The Greens are trying to shape pre-election perceptions by presenting Mr Bandt as a leader who stands alongside Mr Morrison and Labor leader Anthony Albanese on the national political stage and who could have a casting vote in a future hung parliament.
But on Wednesday it was Mr Bandt who distinguished himself from those other two MPs by delivering policy proposals at a rapid clip unlikely to be matched again for the duration of the current campaign.
His pitch, by and large, hit all the right notes. Stopping future exploration of fossil fuels in Australia; wiping out student debt; raising environmental concerns about the enriched nuclear material used in our incoming submarine fleet; more public housing; and, the centrepiece, making dental care part of Medicare.
The Australian newspaper soon had a response ready under the headline: “Greens leader Adam Bandt’s vision is a national nightmare.”
But unless questions about Australia’s modern defence capability have kept you up, none of the Greens policies pitched were really nightmarish. Even then Mr Bandt was representing a longstanding view among Australian environmentalists in the nuclear power debate.
The Greens entire platform amounts to $240 billion in costed policy measures.
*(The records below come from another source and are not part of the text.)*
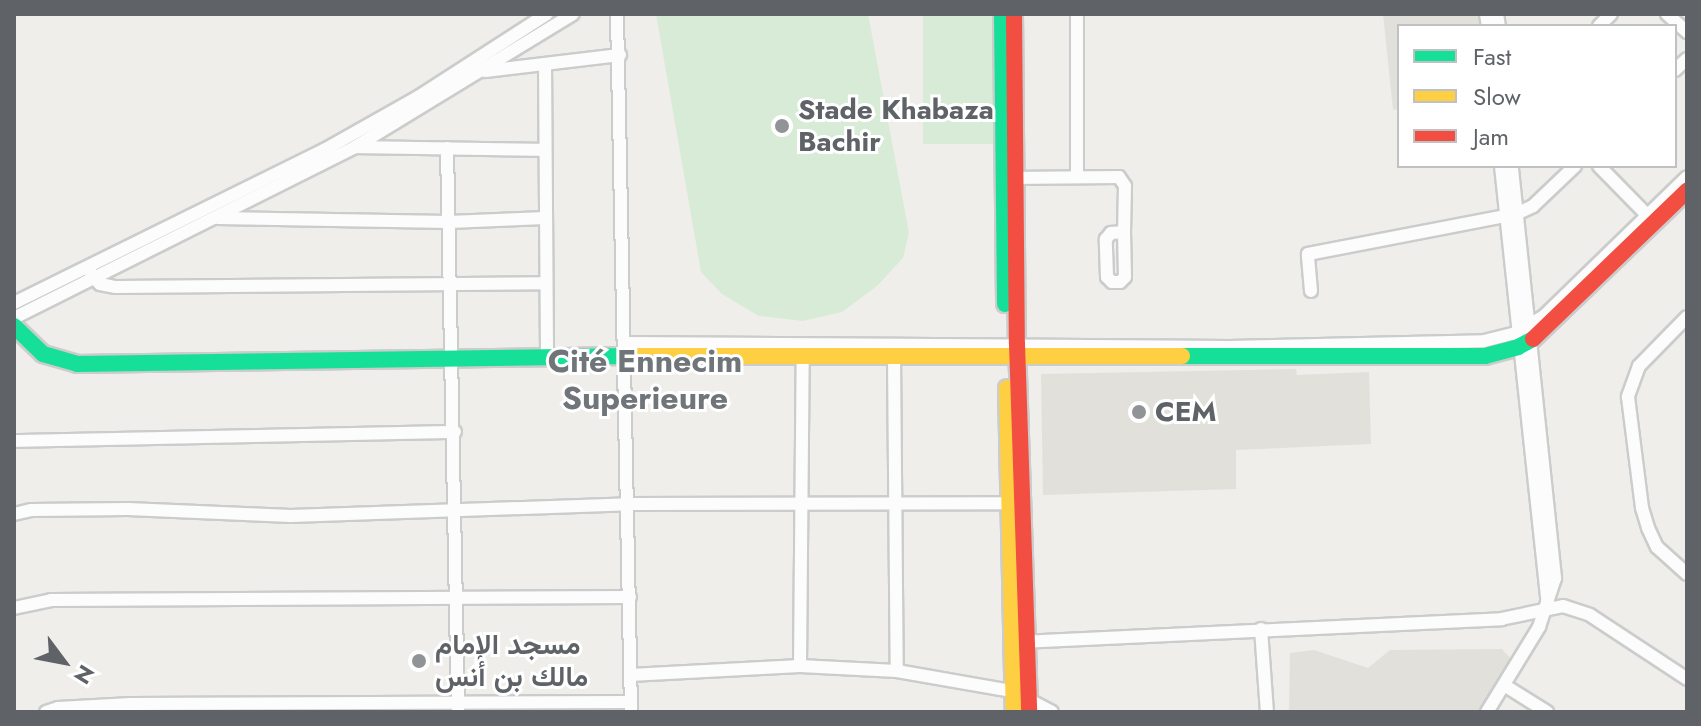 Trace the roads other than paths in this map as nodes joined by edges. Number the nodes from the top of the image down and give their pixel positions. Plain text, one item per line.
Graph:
1 (547, 14) edge
2 (573, 14) edge
3 (1002, 14) edge
4 (1014, 14) edge
5 (1077, 14) edge
6 (1667, 14) edge
7 (620, 18) edge
8 (1687, 32) edge
9 (620, 55) junction
10 (545, 64) junction
11 (482, 71) junction
12 (355, 147) junction
13 (447, 148) junction
14 (545, 150) junction
15 (1501, 168) edge
16 (1512, 168) edge
17 (1573, 168) edge
18 (1601, 168) edge
19 (1077, 177) junction
20 (1687, 177) edge
21 (1008, 178) junction
22 (1687, 191) edge
23 (1511, 215) junction
24 (1648, 216) junction
25 (215, 218) junction
26 (545, 218) junction
27 (449, 222) junction
28 (1124, 232) dead end
29 (90, 273) junction
30 (545, 283) junction
31 (450, 285) junction
32 (1311, 291) dead end
33 (14, 303) edge
34 (1687, 317) edge
35 (14, 318) edge
36 (14, 326) edge
37 (1522, 337) junction
38 (624, 349) junction
39 (803, 349) junction
40 (1012, 351) junction
41 (894, 356) junction
42 (547, 359) junction
43 (453, 360) junction
44 (455, 432) junction
45 (14, 441) edge
46 (801, 501) junction
47 (1015, 503) junction
48 (629, 504) junction
49 (897, 504) junction
50 (454, 509) junction
51 (14, 514) edge
52 (1687, 574) edge
53 (454, 597) junction
54 (630, 597) junction
55 (1548, 607) junction
56 (14, 608) edge
57 (1261, 629) junction
58 (1018, 642) junction
59 (800, 666) junction
60 (897, 671) junction
61 (630, 675) junction
62 (1687, 679) edge
63 (1504, 685) junction
64 (1023, 700) edge
65 (458, 707) edge
66 (631, 707) edge
67 (202, 708) edge
68 (46, 712) edge
69 (1014, 712) edge
70 (1052, 712) edge
71 (1267, 712) edge
72 (1487, 712) edge
73 (1547, 712) edge

1 - 29 street
2 - 11 street
3 - 21 street
4 - 21 street
5 - 19 street
6 - 8 street
7 - 9 street
9 - 10 street
9 - 38 street
10 - 11 street
10 - 14 street
11 - 12 street
12 - 13 street
12 - 25 street
13 - 14 street
13 - 27 street
14 - 26 street
15 - 23 street
16 - 23 street
17 - 23 street
18 - 24 street
19 - 21 street
19 - 28 street
20 - 24 street
21 - 40 street
22 - 37 street
23 - 32 street
23 - 37 street
24 - 37 street
25 - 27 street
25 - 29 street
26 - 27 street
26 - 30 street
27 - 31 street
29 - 31 street
29 - 33 street
29 - 35 street
30 - 31 street
30 - 42 street
31 - 43 street
34 - 52 street
36 - 43 street
37 - 40 street
37 - 55 street
38 - 39 street
38 - 42 street
38 - 48 street
39 - 40 street
39 - 41 street
39 - 46 street
40 - 41 street
40 - 47 street
41 - 49 street
42 - 43 street
43 - 44 street
44 - 45 street
44 - 50 street
46 - 48 street
46 - 49 street
46 - 59 street
47 - 49 street
47 - 58 street
48 - 50 street
48 - 54 street
49 - 60 street
50 - 51 street
50 - 53 street
53 - 54 street
53 - 56 street
53 - 65 street
54 - 61 street
55 - 57 street
55 - 62 street
55 - 63 street
57 - 58 street
57 - 71 street
58 - 64 street
59 - 60 street
59 - 61 street
60 - 64 street
61 - 66 street
63 - 72 street
63 - 73 street
64 - 69 street
64 - 70 street
65 - 66 street
65 - 67 street
67 - 68 street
The party was probably canny to not include plans to bring defence spending right down to 0.7 per cent of Gross National Income or renationalise the electricity system in the main highlights included in their televised address.
But the part of its dental care policy most widely picked up by reporters does seem like an addition made for the benefit of journalists or to energise the party faithful: the new scheme will be paid for by a 6 per cent wealth tax on Australia’s billionaires.
The dental care proposal costs about $8 billion a year, according to the Parliamentary Budget Office; finding money without a new tax on billionaires would not have been difficult
In fact the proposed scheme costs slightly less than the combined cuts to fuel and low-to-middle income taxes rolled out as temporary cost-of-living measures in the federal budget last month.
Greens ideas are often cast as radical but they suggest a wide range of influences from academia to law to history.
The Greens policy on housing affordability this election proposes reviving what was once policy orthodoxy in Australia: to build 1 million new social housing dwellings to address a housing shortage.
On income support they are proposing a universal increase in various benefits until they hit the poverty line, an interesting approach to a growing policy problem many won’t touch.
Whether the Greens contributions leave any real impact on government depends on who reads them. The party was the first to put a proposal for a federal anti-corruption commission to parliament years before the Morrison government failed to meet its promise to create one.
On Wednesday Mr Bandt broke up a policy speech with some optimistic projections about the expected Greens vote at the coming election.
Compared to some of the sometimes-exuberant expectations set by his predecessors Mr Bandt’s pre-election forecast seems defeatist.
It’s not hard to see why. A Greens strategy first outlined more than a decade ago for building new strongholds by targeting inner-city Liberal seats is now over and, for now, forfeited to the independents.
New terrain and members would bring the party energy and purpose like the success of its move into northern NSW when campaigns against coal seam gas began resonating with audiences who had never voted Greens.
This raises some difficult questions about the Greens’ future but also about that of Australian political debate.
The Greens’ most important role as a party has been to expand perceptions of what is possible in Australian politics by introducing ideas and challenging consensus views.
It is not clear that a band of individuals, however impressive, could do as much.